» **Problem details**
An exact restatement of the entire listing is needed, excluding all images.
***** Dataset extract
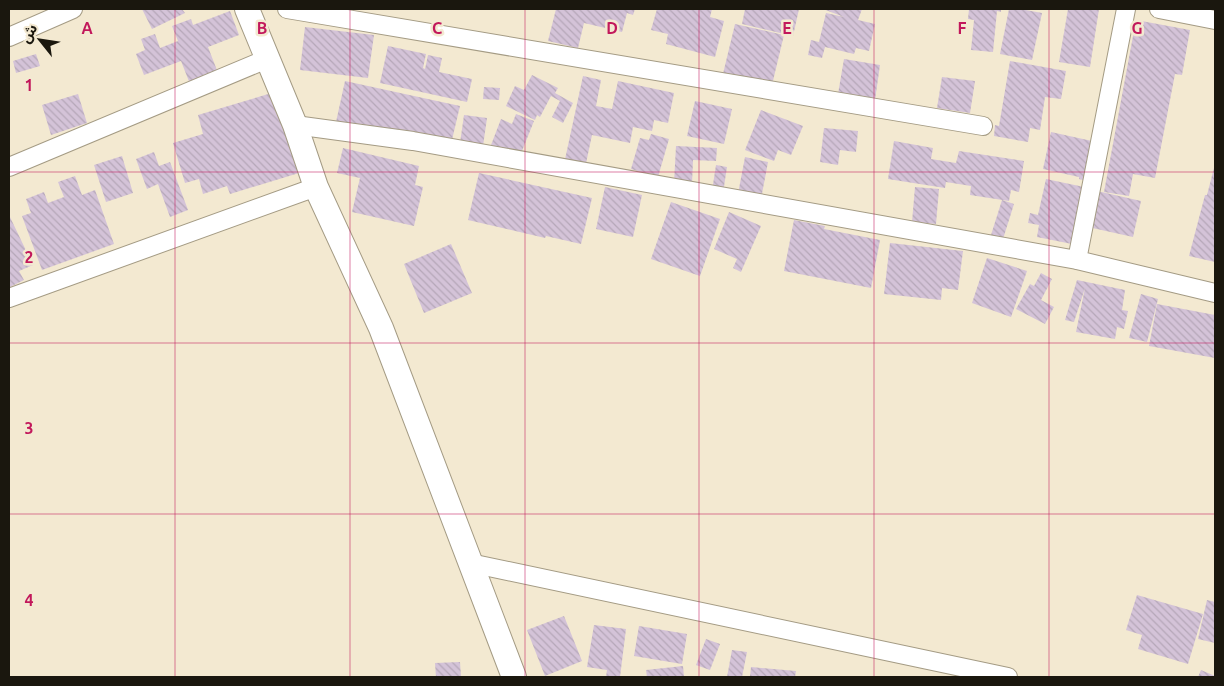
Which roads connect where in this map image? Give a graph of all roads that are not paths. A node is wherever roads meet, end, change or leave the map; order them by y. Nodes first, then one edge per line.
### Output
1 (73, 9) edge
2 (248, 9) edge
3 (287, 9) edge
4 (1126, 9) edge
5 (1159, 9) edge
6 (1215, 20) edge
7 (9, 37) edge
8 (267, 59) junction
9 (295, 125) junction
10 (983, 126) dead end
11 (9, 167) edge
12 (316, 187) junction
13 (1077, 260) junction
14 (1215, 293) edge
15 (9, 298) edge
16 (470, 563) junction
17 (514, 677) edge
18 (1008, 677) edge

1 - 7 street
2 - 8 street
3 - 10 street
4 - 13 street
5 - 6 street
8 - 9 street
8 - 11 street
9 - 12 street
9 - 13 street
12 - 15 street
12 - 16 street
13 - 14 street
16 - 17 street
16 - 18 street

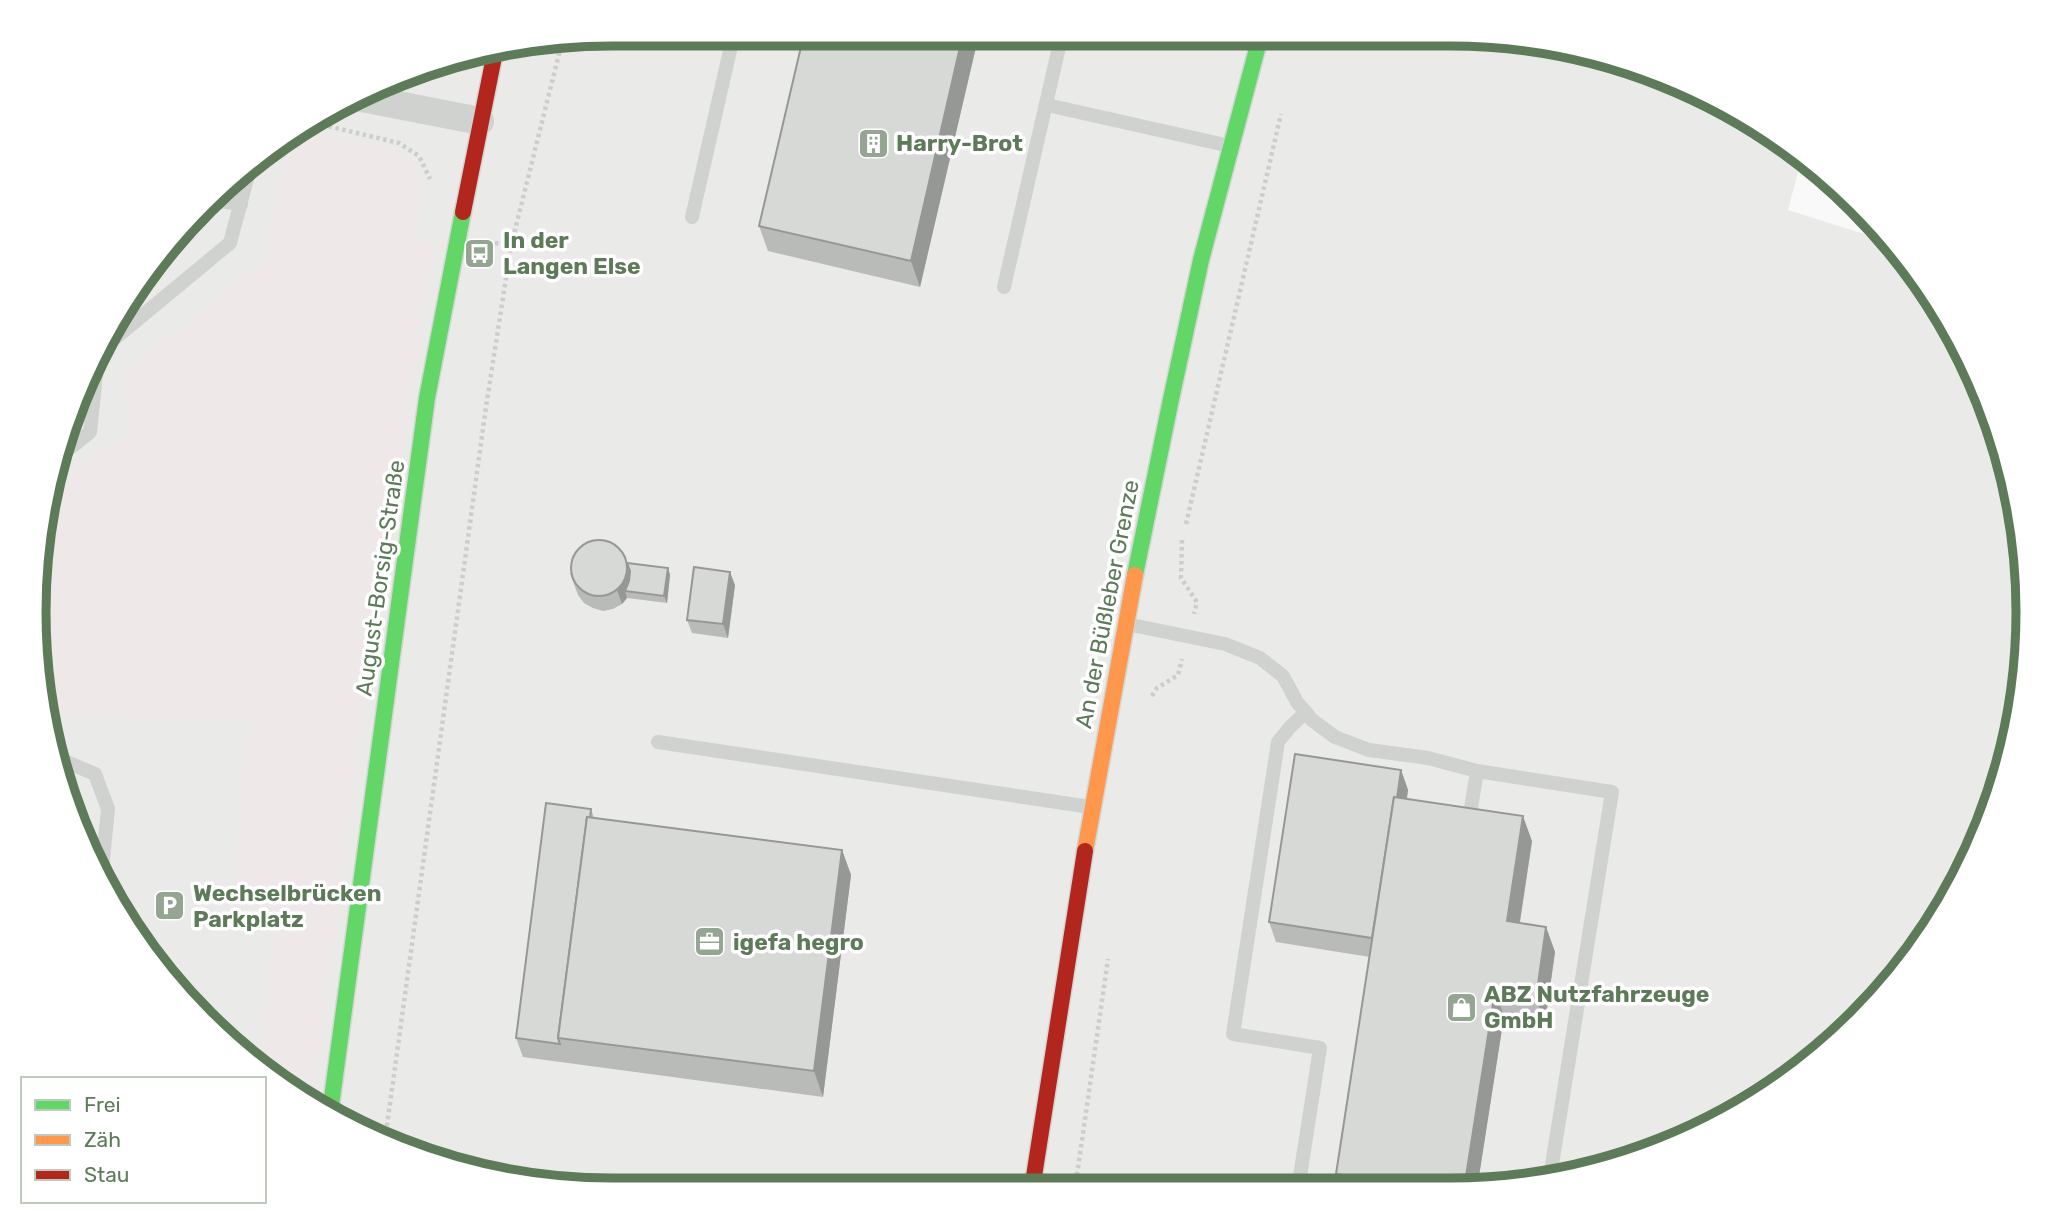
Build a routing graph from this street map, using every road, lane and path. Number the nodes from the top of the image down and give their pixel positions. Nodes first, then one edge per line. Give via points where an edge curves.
**********
» **Task answer**
Which roads connect where in this map image? Give a graph of all roads that are not paths. A node is wherever roads meet, end, change or leave the map; order them by y. Nodes first, then one edge per line.
### Output
1 (73, 9) edge
2 (248, 9) edge
3 (287, 9) edge
4 (1126, 9) edge
5 (1159, 9) edge
6 (1215, 20) edge
7 (9, 37) edge
8 (267, 59) junction
9 (295, 125) junction
10 (983, 126) dead end
11 (9, 167) edge
12 (316, 187) junction
13 (1077, 260) junction
14 (1215, 293) edge
15 (9, 298) edge
16 (470, 563) junction
17 (514, 677) edge
18 (1008, 677) edge

1 - 7 street
2 - 8 street
3 - 10 street
4 - 13 street
5 - 6 street
8 - 9 street
8 - 11 street
9 - 12 street
9 - 13 street
12 - 15 street
12 - 16 street
13 - 14 street
16 - 17 street
16 - 18 street

Build a routing graph from this street map, using every road, lane and path. Number the nodes from the top of the image down and give their pixel positions. Nodes first, then one edge per line. Give via points where an edge curves.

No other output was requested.